Cork rail case 'clever and progressive'
MY FAVOURITE CASE:Professor Blanaid Clarke, the newly appointed McCann FitzGerald chair of corporate law at Trinity College Dublin
What is your favourite case?
The 1883 case of Hutton v West Cork Railway Co. It’s still quoted a huge amount – if you pick up any company law book you’ll see a reference to it. It deals with several key corporate governance issues.
Essentially the UK Court of Appeal held that a payment of £2,550 to officers and directors of the West Cork Railway Co was invalid. At the time, the business had been sold and the company was being dissolved. The court said the payment wasn’t “reasonably incidental” – in other words substantially related – to the carrying on of the company’s business for “the company’s benefit”.
Lord Justice Bowen, who was famous for applying legal principles to business in a very pragmatic way, said: “The law doesn’t say that there are to be no cakes and ale, but that there are to be no cakes and ale except such as are required for the benefit of the company.”
That’s why this is such a famous case – Lord Justice Bowen ruled that you can look after your employees and other stakeholders, as long as it is to the benefit of the company.
He went on to explain what he meant, saying that it was acceptable for an employer to “send porters to have tea in the country” at the company’s expense. He then made the point, which gets to the nub of the corporate social responsibility debate today, that “a company which always treated its employees with draconian severity and never allowed them a single inch more than the strict letter of the bond would soon find itself deserted”.
That’s very, very clever and progressive.

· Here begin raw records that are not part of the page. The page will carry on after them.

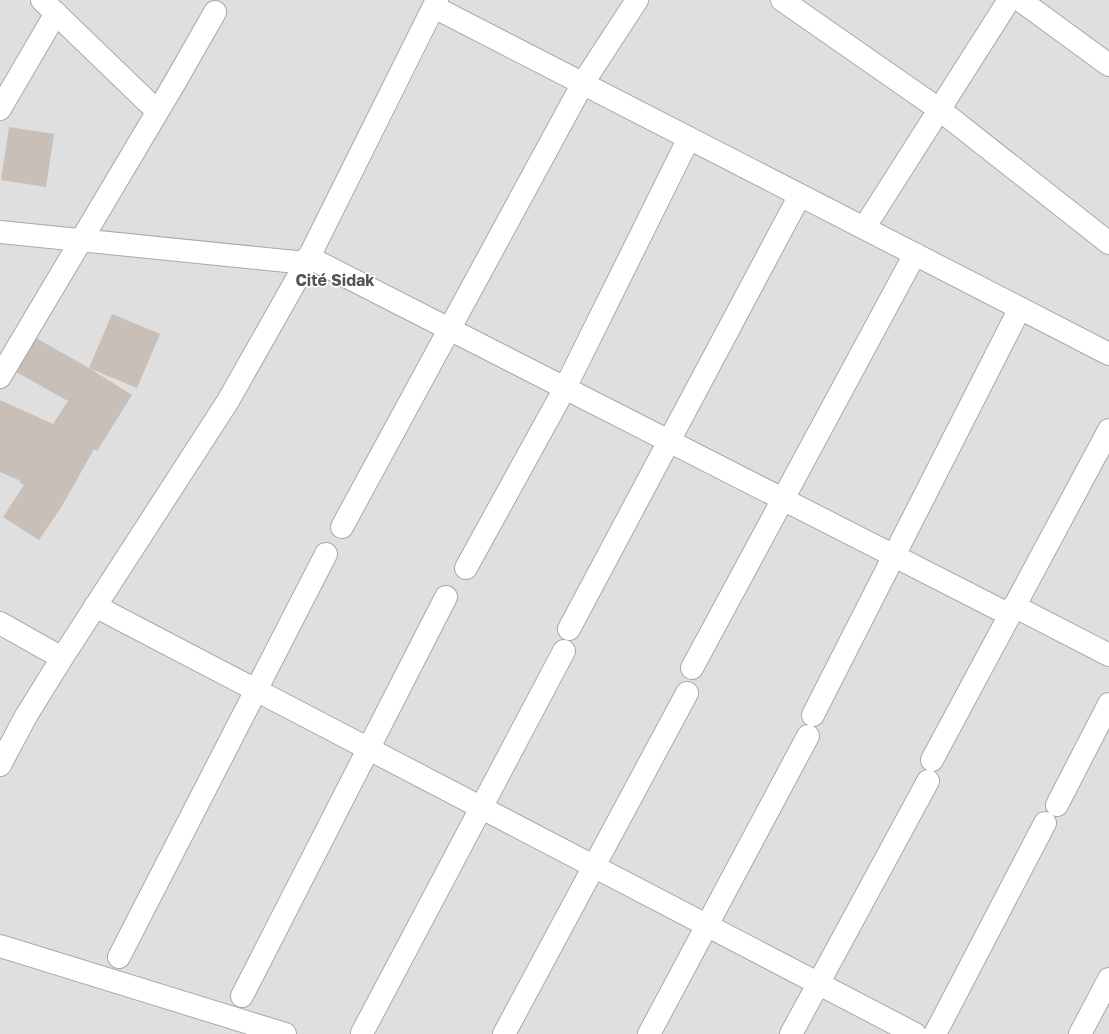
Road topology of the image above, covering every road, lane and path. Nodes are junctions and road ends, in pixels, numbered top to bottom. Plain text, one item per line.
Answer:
1 (637, 0) edge
2 (782, 0) edge
3 (1009, 0) edge
4 (1020, 0) edge
5 (435, 3) edge
6 (49, 7) edge
7 (215, 12) dead end
8 (1109, 65) edge
9 (583, 84) junction
10 (0, 109) edge
11 (940, 110) junction
12 (157, 111) junction
13 (689, 138) junction
14 (800, 195) junction
15 (864, 228) junction
16 (0, 232) edge
17 (81, 240) junction
18 (1109, 243) edge
19 (914, 254) junction
20 (307, 260) junction
21 (1020, 308) junction
22 (449, 329) junction
23 (1109, 354) edge
24 (0, 377) edge
25 (566, 388) junction
26 (1109, 430) edge
27 (669, 441) junction
28 (783, 499) junction
29 (342, 527) dead end
30 (326, 554) dead end
31 (894, 556) junction
32 (466, 568) dead end
33 (446, 597) dead end
34 (96, 606) junction
35 (1012, 611) junction
36 (0, 623) edge
37 (569, 629) dead end
38 (564, 651) dead end
39 (1109, 655) edge
40 (62, 658) junction
41 (692, 668) dead end
42 (256, 690) junction
43 (687, 693) dead end
44 (1109, 704) edge
45 (813, 715) dead end
46 (808, 736) dead end
47 (369, 748) junction
48 (932, 760) dead end
49 (0, 765) edge
50 (928, 781) dead end
51 (1057, 805) dead end
52 (482, 808) junction
53 (1045, 823) dead end
54 (594, 866) junction
55 (707, 925) junction
56 (0, 946) edge
57 (119, 957) dead end
58 (1109, 979) edge
59 (818, 984) junction
60 (242, 996) dead end
61 (230, 1026) edge
62 (362, 1033) edge
63 (285, 1034) edge
64 (504, 1034) edge
65 (649, 1034) edge
66 (791, 1034) edge
67 (915, 1034) edge
68 (935, 1034) edge
69 (1080, 1034) edge

1 - 9 street
2 - 11 street
3 - 11 street
4 - 8 street
5 - 9 street
5 - 20 street
6 - 10 street
6 - 12 street
7 - 12 street
9 - 13 street
9 - 22 street
11 - 15 street
11 - 18 street
12 - 17 street
13 - 14 street
13 - 25 street
14 - 15 street
14 - 27 street
15 - 19 street
16 - 17 street
17 - 20 street
17 - 24 street
19 - 21 street
19 - 28 street
20 - 22 street
20 - 34 street
21 - 23 street
21 - 31 street
22 - 25 street
22 - 29 street
25 - 27 street
25 - 32 street
26 - 35 street
27 - 28 street
27 - 37 street
28 - 31 street
28 - 41 street
30 - 42 street
31 - 35 street
31 - 45 street
33 - 47 street
34 - 40 street
34 - 42 street
35 - 39 street
35 - 48 street
36 - 40 street
38 - 52 street
40 - 49 street
42 - 47 street
42 - 57 street
43 - 54 street
44 - 51 street
46 - 55 street
47 - 52 street
47 - 60 street
50 - 59 street
52 - 54 street
52 - 62 street
53 - 68 street
54 - 55 street
54 - 64 street
55 - 59 street
55 - 65 street
56 - 61 street
58 - 69 street
59 - 66 street
59 - 67 street
61 - 63 street

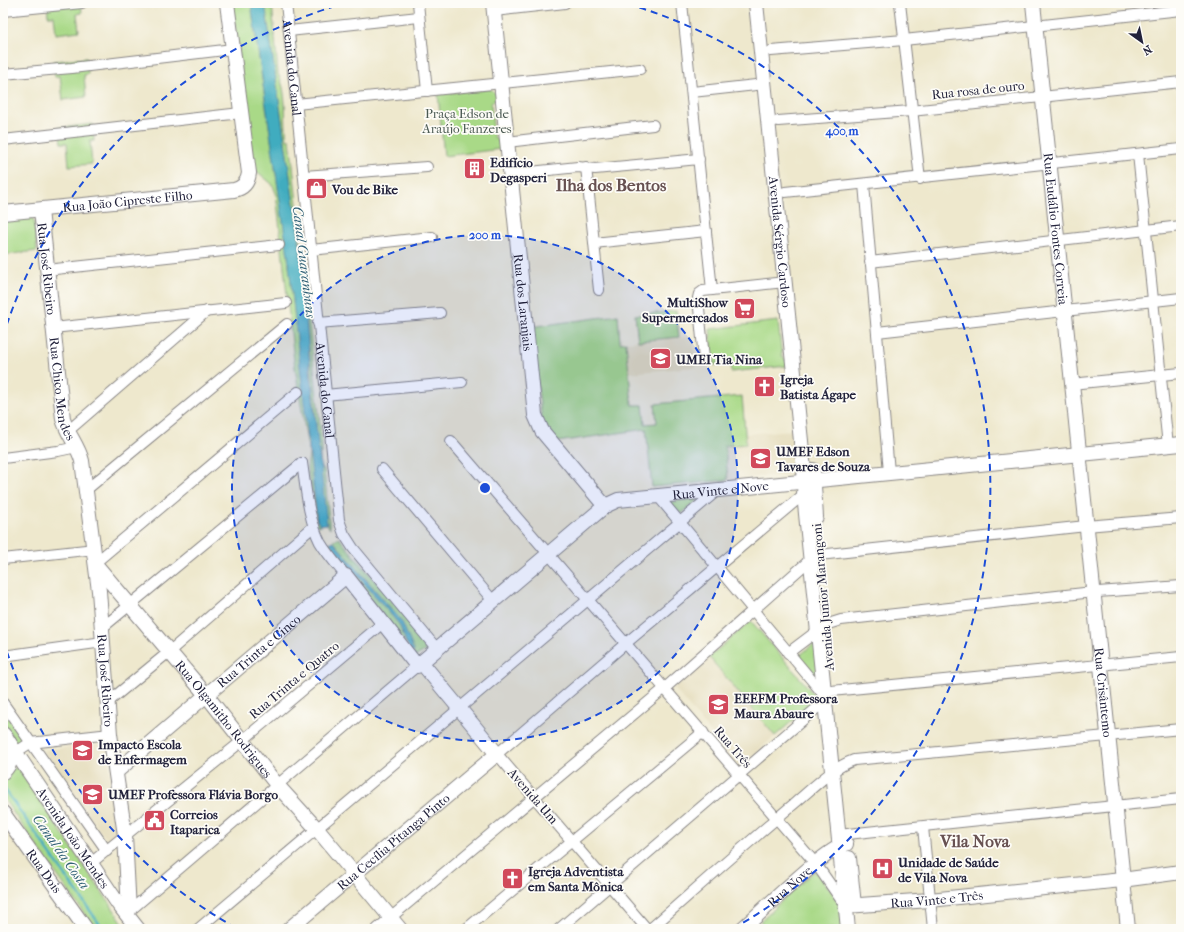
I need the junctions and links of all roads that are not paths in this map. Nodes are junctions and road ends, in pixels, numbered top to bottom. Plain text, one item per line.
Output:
1 (82, 3) edge
2 (227, 3) edge
3 (286, 3) edge
4 (418, 3) edge
5 (566, 3) edge
6 (682, 3) edge
7 (756, 3) edge
8 (766, 3) edge
9 (900, 3) edge
10 (1033, 3) edge
11 (493, 7) edge
12 (1181, 10) edge
13 (3, 11) edge
14 (419, 17) junction
15 (1035, 27) junction
16 (289, 31) junction
17 (904, 40) junction
18 (233, 49) junction
19 (766, 52) junction
20 (640, 69) dead end
21 (3, 74) edge
22 (501, 82) junction
23 (1181, 82) edge
24 (769, 83) junction
25 (427, 90) junction
26 (692, 92) junction
27 (1043, 96) junction
28 (296, 104) junction
29 (911, 111) junction
30 (241, 114) junction
31 (773, 122) junction
32 (653, 125) dead end
33 (3, 140) edge
34 (507, 142) junction
35 (1181, 149) edge
36 (1138, 154) junction
37 (699, 159) junction
38 (1050, 163) junction
39 (427, 167) dead end
40 (586, 167) junction
41 (511, 174) junction
42 (304, 176) junction
43 (920, 179) junction
44 (864, 184) junction
45 (780, 193) junction
46 (41, 210) junction
47 (3, 213) edge
48 (1181, 226) edge
49 (1146, 230) junction
50 (706, 231) junction
51 (432, 237) dead end
52 (1058, 240) junction
53 (594, 243) junction
54 (279, 245) dead end
55 (311, 250) junction
56 (870, 262) junction
57 (46, 270) junction
58 (789, 281) junction
59 (599, 290) dead end
60 (712, 290) junction
61 (1181, 298) edge
62 (1154, 301) junction
63 (286, 303) dead end
64 (207, 311) junction
65 (1064, 312) junction
66 (440, 313) dead end
67 (287, 324) dead end
68 (318, 324) junction
69 (52, 328) junction
70 (877, 332) junction
71 (704, 359) dead end
72 (1181, 373) edge
73 (1161, 375) junction
74 (462, 382) dead end
75 (1071, 384) junction
76 (298, 392) dead end
77 (325, 395) junction
78 (68, 431) junction
79 (451, 441) dead end
80 (1174, 445) edge
81 (77, 447) junction
82 (1079, 455) junction
83 (3, 458) edge
84 (382, 469) dead end
85 (889, 472) junction
86 (808, 484) junction
87 (720, 489) junction
88 (86, 490) junction
89 (657, 495) junction
90 (605, 506) junction
91 (1181, 518) edge
92 (679, 522) junction
93 (314, 526) junction
94 (1086, 526) junction
95 (549, 553) junction
96 (95, 556) junction
97 (815, 557) junction
98 (3, 559) edge
99 (715, 567) junction
100 (346, 576) junction
101 (1181, 586) edge
102 (1093, 592) junction
103 (588, 599) junction
104 (494, 602) junction
105 (129, 606) junction
106 (753, 612) junction
107 (384, 622) junction
108 (102, 628) junction
109 (822, 628) junction
110 (103, 642) junction
111 (625, 644) junction
112 (437, 649) junction
113 (170, 651) junction
114 (788, 653) junction
115 (3, 656) edge
116 (1181, 657) edge
117 (419, 664) junction
118 (1100, 665) junction
119 (665, 688) junction
120 (207, 696) junction
121 (827, 696) junction
122 (108, 702) junction
123 (3, 704) edge
124 (459, 710) junction
125 (1181, 728) edge
126 (703, 732) junction
127 (110, 734) junction
128 (1107, 737) junction
129 (8, 741) edge
130 (242, 741) junction
131 (30, 743) junction
132 (497, 754) junction
133 (836, 769) junction
134 (3, 772) edge
135 (116, 772) junction
136 (740, 775) junction
137 (277, 785) junction
138 (534, 798) junction
139 (1181, 799) edge
140 (1115, 806) junction
141 (3, 813) edge
142 (776, 818) junction
143 (923, 827) junction
144 (317, 829) junction
145 (124, 836) junction
146 (843, 840) junction
147 (572, 841) junction
148 (107, 851) junction
149 (91, 863) junction
150 (816, 864) junction
151 (1181, 872) edge
152 (356, 875) junction
153 (1122, 880) junction
154 (611, 886) junction
155 (930, 900) junction
156 (850, 906) junction
157 (127, 913) junction
158 (390, 918) junction
159 (751, 926) edge
160 (86, 929) edge
161 (138, 929) edge
162 (198, 929) edge
163 (289, 929) edge
164 (378, 929) edge
165 (400, 929) edge
166 (466, 929) edge
167 (559, 929) edge
168 (648, 929) edge
169 (848, 929) edge
170 (857, 929) edge
171 (933, 929) edge
172 (1128, 929) edge

1 - 13 street
2 - 18 street
3 - 16 street, Avenida do Canal
4 - 14 street
5 - 11 street
6 - 26 street
7 - 19 street, Avenida Sérgio Cardoso
8 - 19 street, Avenida Sérgio Cardoso
9 - 17 street
10 - 15 street, Rua Eudálio Fontes Correia
11 - 22 street, Rua dos Laranjais
12 - 15 street
14 - 16 street
14 - 25 street
15 - 17 street
15 - 27 street, Rua Eudálio Fontes Correia
16 - 28 street, Avenida do Canal
17 - 19 street
17 - 29 street
18 - 21 street
18 - 30 street
19 - 24 street, Avenida Sérgio Cardoso
20 - 22 street
22 - 25 street
22 - 34 street, Rua dos Laranjais
23 - 27 street, Rua rosa de ouro
24 - 26 street
24 - 31 street, Avenida Sérgio Cardoso
25 - 28 street
26 - 37 street
27 - 29 street, Rua rosa de ouro
27 - 38 street, Rua Eudálio Fontes Correia
28 - 42 street, Avenida do Canal
29 - 31 street, Rua rosa de ouro
29 - 43 street
30 - 33 street
30 - 46 street, Rua João Cipreste Filho
31 - 45 street, Avenida Sérgio Cardoso
32 - 34 street
34 - 41 street, Rua dos Laranjais
35 - 36 street
36 - 38 street
36 - 49 street
37 - 40 street
37 - 50 street
38 - 43 street
38 - 52 street, Rua Eudálio Fontes Correia
39 - 42 street
40 - 41 street
40 - 53 street
41 - 90 street, Rua dos Laranjais
42 - 55 street, Avenida do Canal
43 - 44 street
44 - 45 street
44 - 56 street
45 - 58 street, Avenida Sérgio Cardoso
46 - 47 street, Rua João Cipreste Filho
46 - 57 street, Rua José Ribeiro
48 - 49 street
49 - 52 street
49 - 62 street
50 - 53 street
50 - 60 street
51 - 55 street
52 - 56 street
52 - 65 street, Rua Eudálio Fontes Correia
53 - 59 street
54 - 57 street
55 - 68 street, Avenida do Canal
56 - 70 street
57 - 69 street, Rua José Ribeiro
58 - 60 street
58 - 86 street, Avenida Sérgio Cardoso
60 - 71 street
61 - 62 street
62 - 65 street
62 - 73 street
63 - 64 street
64 - 69 street
64 - 78 street
65 - 70 street
65 - 75 street, Rua Eudálio Fontes Correia
66 - 68 street
67 - 88 street
68 - 77 street, Avenida do Canal
69 - 78 street, Rua Chico Mendes
70 - 85 street
72 - 73 street
73 - 75 street
73 - 80 street
74 - 77 street
75 - 82 street, Rua Eudálio Fontes Correia
76 - 96 street
77 - 112 street, Avenida do Canal
78 - 81 street, Rua Chico Mendes
79 - 95 street, Rua Três
80 - 82 street, Rua Vinte e Nove
81 - 83 street
81 - 88 street, Rua José Ribeiro
82 - 85 street, Rua Vinte e Nove
82 - 94 street, Rua Crisântemo
84 - 104 street
85 - 86 street, Rua Vinte e Nove
86 - 87 street, Rua Vinte e Nove
86 - 97 street, Avenida Junior Marangoni
86 - 99 street
87 - 89 street, Rua Vinte e Nove
87 - 92 street
88 - 96 street, Rua José Ribeiro
89 - 90 street, Rua Vinte e Nove
89 - 92 street
90 - 95 street, Rua Vinte e Nove
91 - 94 street
92 - 99 street
92 - 103 street
93 - 100 street
93 - 105 street
93 - 113 street
94 - 97 street
94 - 102 street, Rua Crisântemo
95 - 103 street, Rua Três
95 - 104 street, Rua Vinte e Nove
96 - 98 street
96 - 105 street, Rua Olgamitho Rodrigues
96 - 108 street, Rua José Ribeiro
97 - 106 street
97 - 109 street, Avenida Junior Marangoni
99 - 106 street
99 - 111 street
100 - 107 street
100 - 120 street, Rua Trinta e Cinco
101 - 102 street
102 - 109 street
102 - 118 street, Rua Crisântemo
103 - 111 street, Rua Três
103 - 124 street
104 - 112 street, Rua Vinte e Nove
105 - 108 street
105 - 113 street, Rua Olgamitho Rodrigues
106 - 114 street
106 - 119 street
107 - 117 street
107 - 130 street, Rua Trinta e Quatro
108 - 110 street, Rua José Ribeiro
109 - 114 street
109 - 121 street, Avenida Junior Marangoni
110 - 115 street
110 - 122 street, Rua José Ribeiro
111 - 119 street, Rua Três
111 - 132 street
112 - 117 street, Rua Vinte e Nove
113 - 120 street, Rua Olgamitho Rodrigues
113 - 122 street
114 - 121 street
116 - 118 street
117 - 124 street, Avenida Um
117 - 137 street
118 - 121 street
118 - 128 street, Rua Crisântemo
119 - 126 street, Rua Três
119 - 138 street
120 - 130 street, Rua Olgamitho Rodrigues
120 - 135 street, Rua Trinta e Cinco
121 - 133 street, Avenida Junior Marangoni
121 - 136 street
122 - 127 street, Rua José Ribeiro
123 - 131 street, Avenida João Mendes
124 - 132 street, Avenida Um
124 - 144 street
125 - 128 street
126 - 136 street, Rua Três
126 - 147 street
127 - 131 street
127 - 135 street, Rua José Ribeiro
128 - 133 street
128 - 140 street, Rua Crisântemo
129 - 131 street
129 - 134 street
129 - 149 street, Avenida João Mendes
130 - 137 street, Rua Olgamitho Rodrigues
130 - 145 street, Rua Trinta e Quatro
131 - 148 street, Avenida João Mendes
132 - 138 street, Avenida Um
132 - 152 street, Rua Cecília Pitanga Pinto
133 - 142 street
133 - 146 street, Avenida Junior Marangoni
135 - 145 street, Rua José Ribeiro
136 - 142 street, Rua Três
136 - 154 street
137 - 144 street, Rua Olgamitho Rodrigues
137 - 157 street
138 - 147 street, Avenida Um
138 - 158 street
139 - 140 street
140 - 143 street
140 - 153 street, Rua Crisântemo
141 - 160 street, Rua Dois
142 - 150 street, Rua Três
142 - 168 street
143 - 146 street
143 - 155 street
144 - 152 street, Rua Olgamitho Rodrigues
144 - 162 street
145 - 148 street, Rua Trinta e Quatro
145 - 157 street, Rua José Ribeiro
146 - 150 street, Rua Nove
146 - 156 street, Avenida Junior Marangoni
147 - 154 street, Avenida Um
147 - 166 street
148 - 149 street, Rua Trinta e Quatro
149 - 157 street, Avenida João Mendes
150 - 156 street, Rua Três
150 - 159 street, Rua Nove
151 - 153 street, Rua Vinte e Três
152 - 158 street, Rua Olgamitho Rodrigues
152 - 163 street, Rua Cecília Pitanga Pinto
153 - 155 street, Rua Vinte e Três
153 - 172 street, Rua Crisântemo
154 - 167 street
154 - 168 street, Avenida Um
155 - 156 street, Rua Vinte e Três
155 - 171 street
156 - 169 street, Avenida Junior Marangoni
156 - 170 street, Avenida Junior Marangoni
157 - 161 street, Avenida João Mendes
158 - 164 street
158 - 165 street, Rua Olgamitho Rodrigues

Why is it your favourite case?
It’s very useful as a teaching tool. For example you can ask students if they think when Lord Justice Bowen referred to “cakes and ale”, he envisioned six city bankers spending £44,000 on Chateau Pétrus while dining out in London in the halcyon days, and whether that equates to heading off for “tea in the country”. When the judge talked about the payment of £2,550, do they think he contemplated a payment as large as Fred Goodwin’s £16 million pension?
People tend to have gut reactions to these things. If you ask students if it’s justifiable for a company to pay someone a salary of €1 million, they may initially say “absolutely not”.
But if you put it to them that this payment could be linked to the benefit of the company, for example it might increase performance by providing motivation or loyalty or allowing the company to attract a better candidate, they may take a different view as to whether or not it’s acceptable.